Five years ago, cardiac surgeon Ralph de la Torre gave up his surgical scrubs and turned his talents to saving a very different kind of patient—a group of Boston hospitals poised for bankruptcy. A former chief of cardiac surgery at Harvard University’s Beth Israel Deaconess Medical Center, de la Torre steered the Caritas Christi network—now known as Steward Health Care—from a $25 million loss to operating profits of $40 million in 2010.
Behind the effort was a fundamental shift away from the traditional fee-for-service model of healthcare to a managed care system that reduced healthcare costs by changing the way providers are paid. Such models have proven successful at Steward and a handful of other healthcare systems but have not been widely adopted by the healthcare industry. Given that it will be some time before companies can expect their widespread use to measurably reduce healthcare plan costs, Chief Executive asked Ralph de la Torre to offer an insider’s guidance on ways to bring down their ever-spiraling corporate healthcare plan costs in check.
by Ralph de la Torre, M.D. CEO, Steward Health Care System
Any large employer has the ability to influence many details in a health benefits package. We no longer live in a world where an insurer comes to your company, presents a plan and tolerates your minor tweaks to the deductible or the co-pay.
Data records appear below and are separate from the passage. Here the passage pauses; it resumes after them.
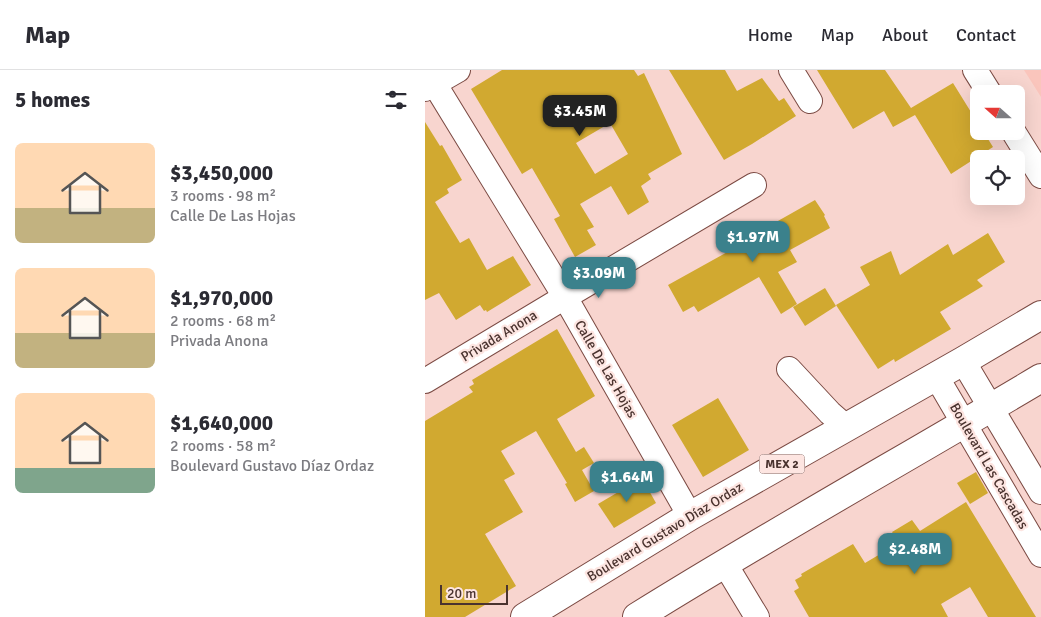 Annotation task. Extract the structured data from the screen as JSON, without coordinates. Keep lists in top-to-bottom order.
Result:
{
  "streets": {
    "main road": ["MEX 2", "Boulevard Gustavo Díaz Ordaz"],
    "street": ["Privada Anona", "Calle De Las Hojas", "Boulevard Las Cascadas"]
  },
  "crossings": [
    ["Privada Anona", "Calle De Las Hojas"],
    ["Calle De Las Hojas", "Boulevard Gustavo Díaz Ordaz"],
    ["Boulevard Las Cascadas", "Boulevard Gustavo Díaz Ordaz"]
  ],
  "scale_bar": "20 m",
  "north": "left",
  "page": {
    "header": "Map",
    "nav": [
      "Home",
      "Map",
      "About",
      "Contact"
    ],
    "heading": "5 homes",
    "price": [
      "$3.45M",
      "$1.97M",
      "$3.09M",
      "$1.64M",
      "$2.48M"
    ],
    "list": [
      {
        "name": "$3,450,000",
        "note": "3 rooms · 98 m² · Calle De Las Hojas"
      },
      {
        "name": "$1,970,000",
        "note": "2 rooms · 68 m² · Privada Anona"
      },
      {
        "name": "$1,640,000",
        "note": "2 rooms · 58 m² · Boulevard Gustavo Díaz Ordaz"
      }
    ],
    "scale": "20 m"
  }
} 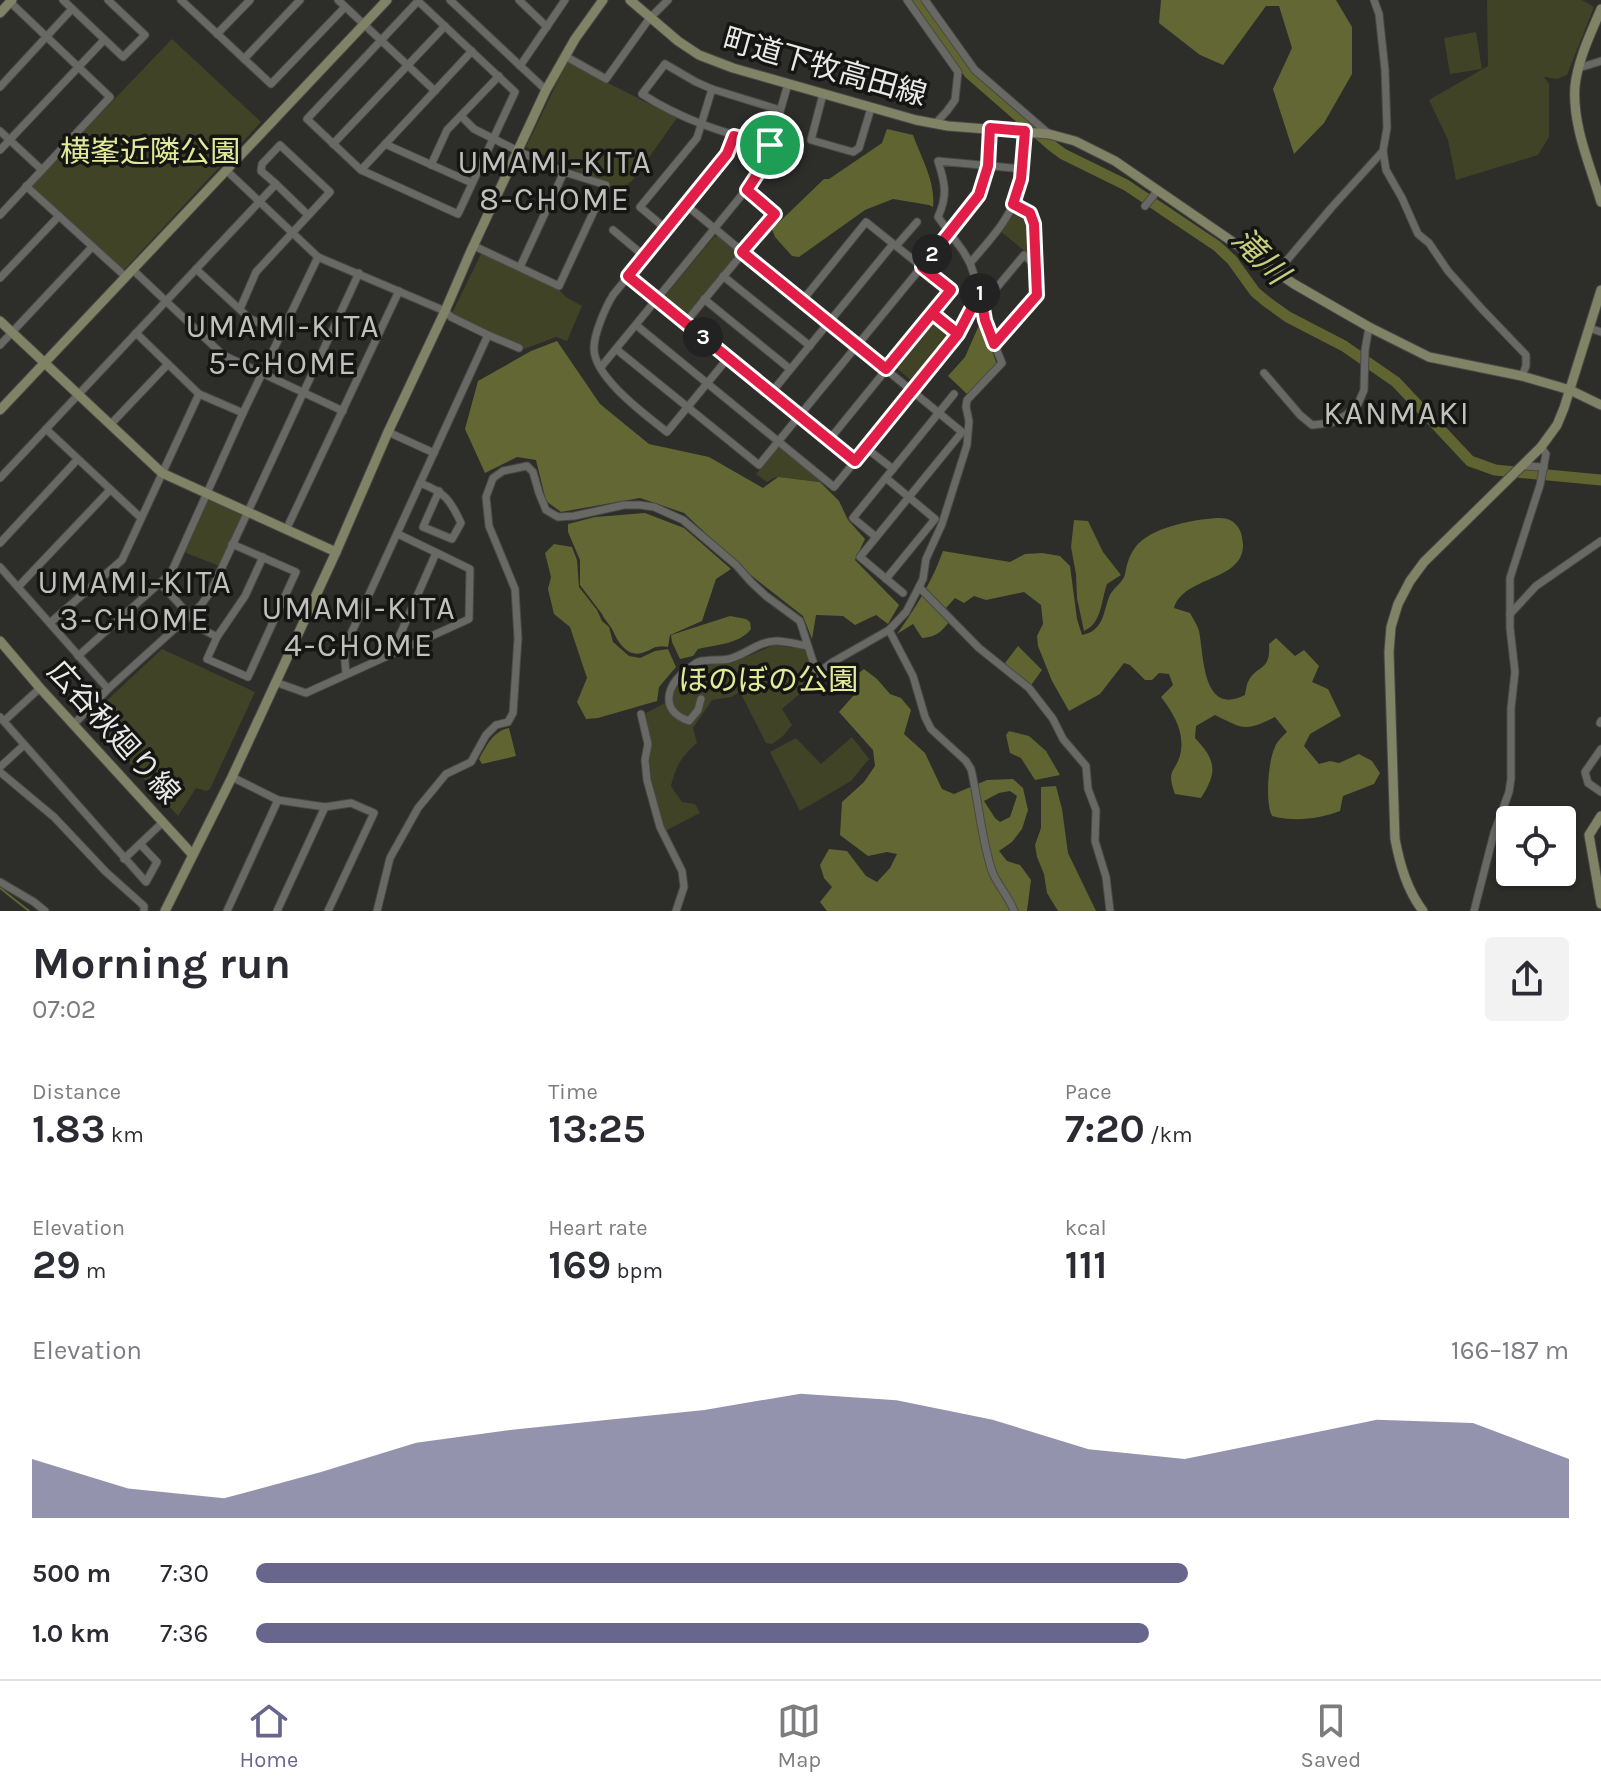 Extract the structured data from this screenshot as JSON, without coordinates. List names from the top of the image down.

First of all, you should be talking with more than one insurer and considering competing bids. Never order the soup du jour. Scrutinize each offering and make sure you understand the individual components. Small business owners, who pay more than 70 percent of the premiums themselves and typically work with insurance brokers, have to push back along exactly the same lines.
Once you have chosen an insurance partner, press the company to customize the plan so it fits your needs. Why, for example, are you paying for a no-smoking program if nobody in your company smokes? Next, you need a guarantee that the insurer will work with you to understand how your employees actually use health services. The insurer should help you monitor utilization and actively shape it. The right questions are: What is the price per unit of care? What’s driving that cost? How much care is actually consumed? You’ll want to know which pharmacies are participating, whether the formularies promote generic options, which specialists are under contract and where the procedures are performed.
The pattern, intensity and location of care have an immense impact on cost. Doctors may routinely request CAT scans when patients have headaches—and they may be funneling patients to hospitals when the scans could be performed just as well, at lower cost, in a physician’s office. The insurer has influence over these choices. It’s your role to request detail. Deconstruct the black box.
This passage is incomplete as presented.